** SUPPLIED MATERIAL follows **

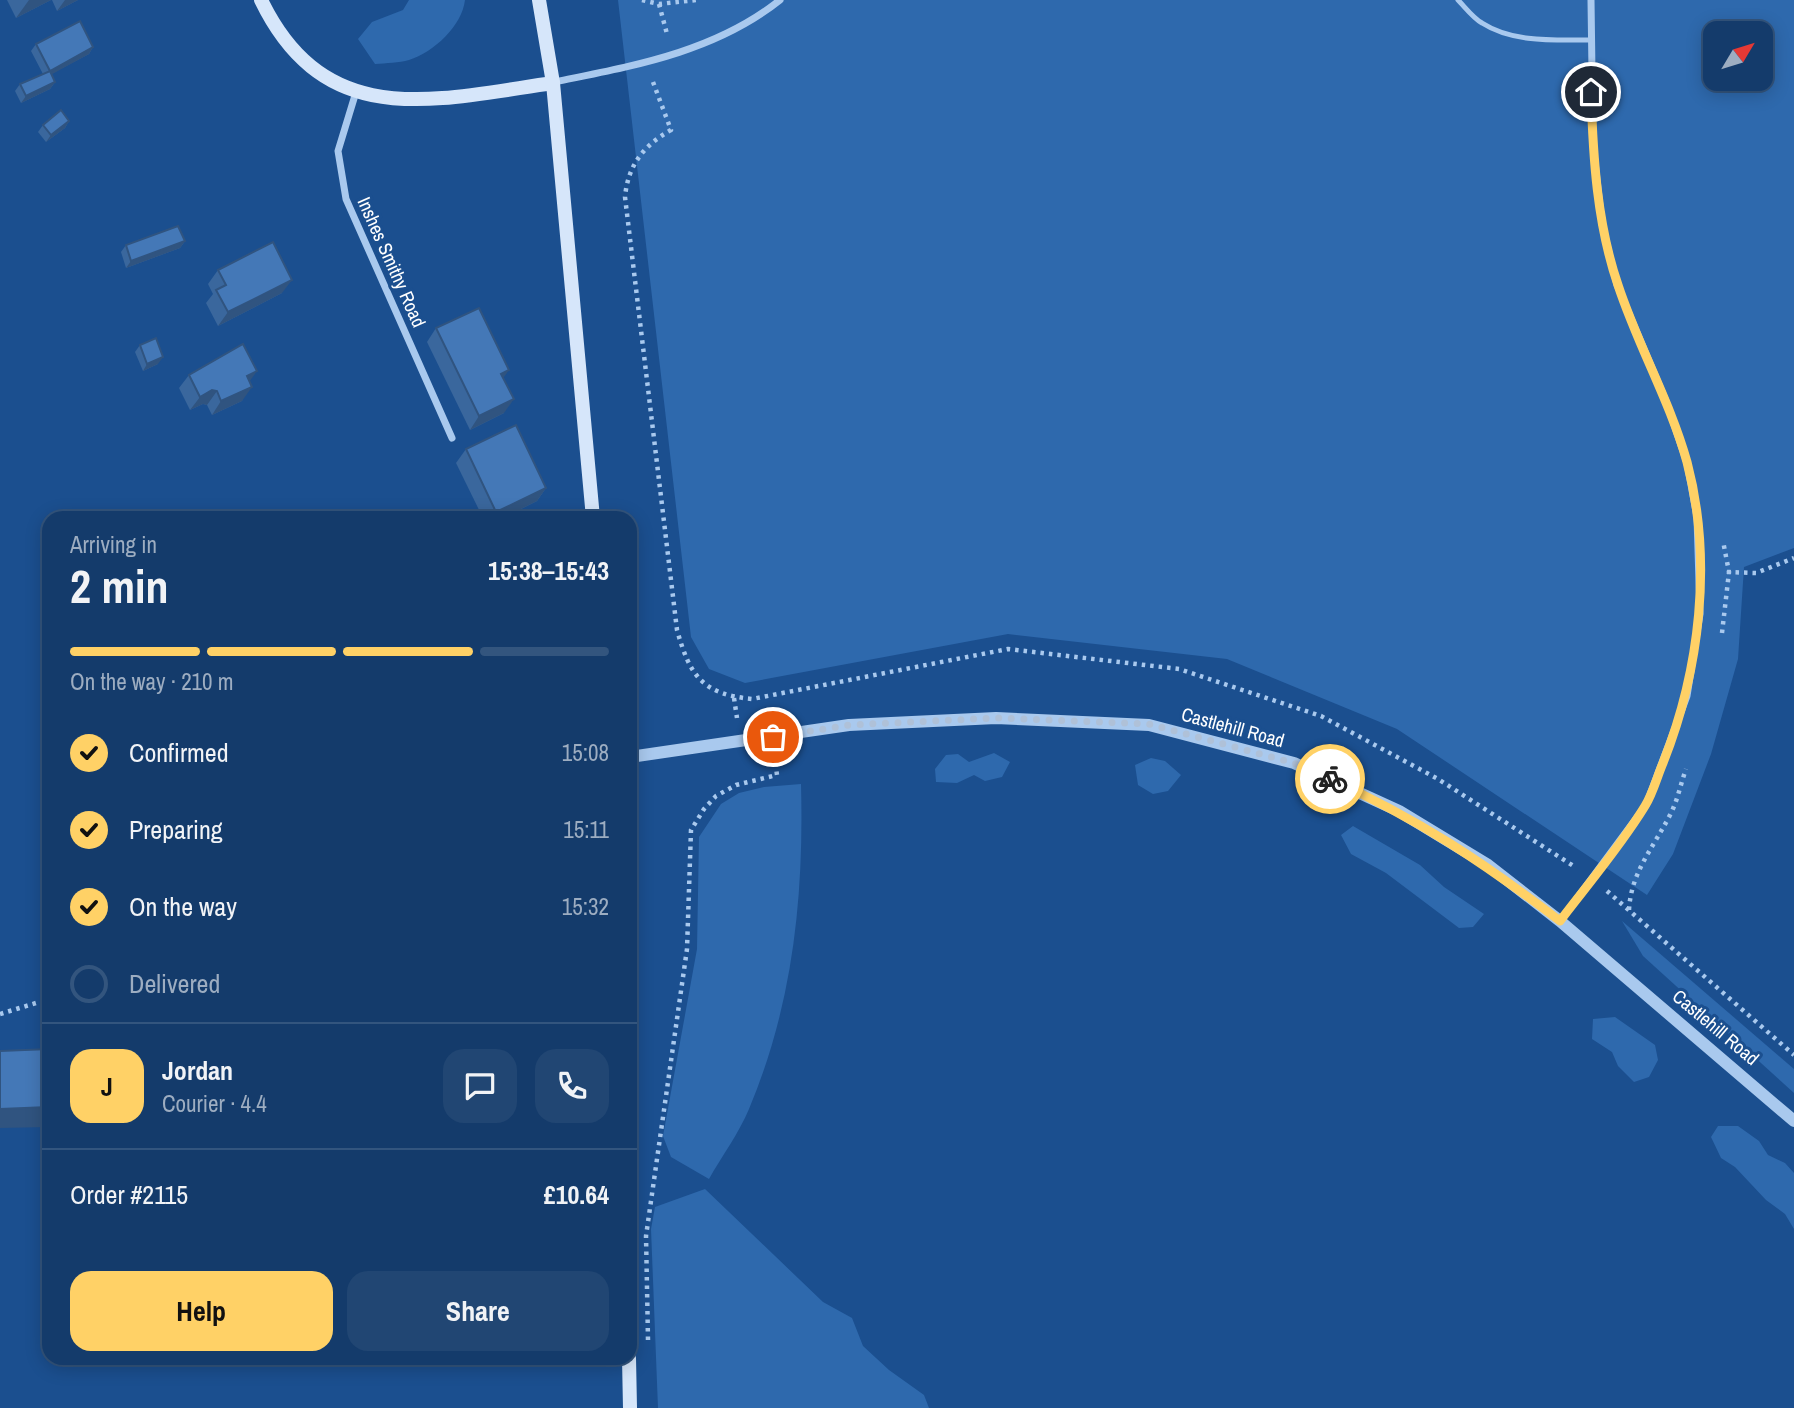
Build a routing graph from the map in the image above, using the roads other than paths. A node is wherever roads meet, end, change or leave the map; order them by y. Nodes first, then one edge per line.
1 (261, 0) edge
2 (539, 0) edge
3 (780, 0) edge
4 (1458, 0) edge
5 (1591, 0) edge
6 (1591, 40) junction
7 (553, 83) junction
8 (356, 92) junction
9 (453, 438) dead end
10 (592, 511) edge
11 (637, 756) edge
12 (1560, 921) junction
13 (1794, 1121) edge
14 (629, 1365) edge
15 (630, 1408) edge

1 - 8 main road
2 - 7 main road
3 - 7 street
4 - 6 lane
5 - 6 street
6 - 12 street
7 - 8 main road
7 - 10 main road
8 - 9 street, Inshes Smithy Road
11 - 12 street, Castlehill Road
12 - 13 street, Castlehill Road
14 - 15 main road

** End of SUPPLIED MATERIAL **

* BRIEF
Would you repeat the entries exactly, but with no pictures?

* EXERCISE ANSWER
Build a routing graph from the map in the image above, using the roads other than paths. A node is wherever roads meet, end, change or leave the map; order them by y. Nodes first, then one edge per line.
1 (261, 0) edge
2 (539, 0) edge
3 (780, 0) edge
4 (1458, 0) edge
5 (1591, 0) edge
6 (1591, 40) junction
7 (553, 83) junction
8 (356, 92) junction
9 (453, 438) dead end
10 (592, 511) edge
11 (637, 756) edge
12 (1560, 921) junction
13 (1794, 1121) edge
14 (629, 1365) edge
15 (630, 1408) edge

1 - 8 main road
2 - 7 main road
3 - 7 street
4 - 6 lane
5 - 6 street
6 - 12 street
7 - 8 main road
7 - 10 main road
8 - 9 street, Inshes Smithy Road
11 - 12 street, Castlehill Road
12 - 13 street, Castlehill Road
14 - 15 main road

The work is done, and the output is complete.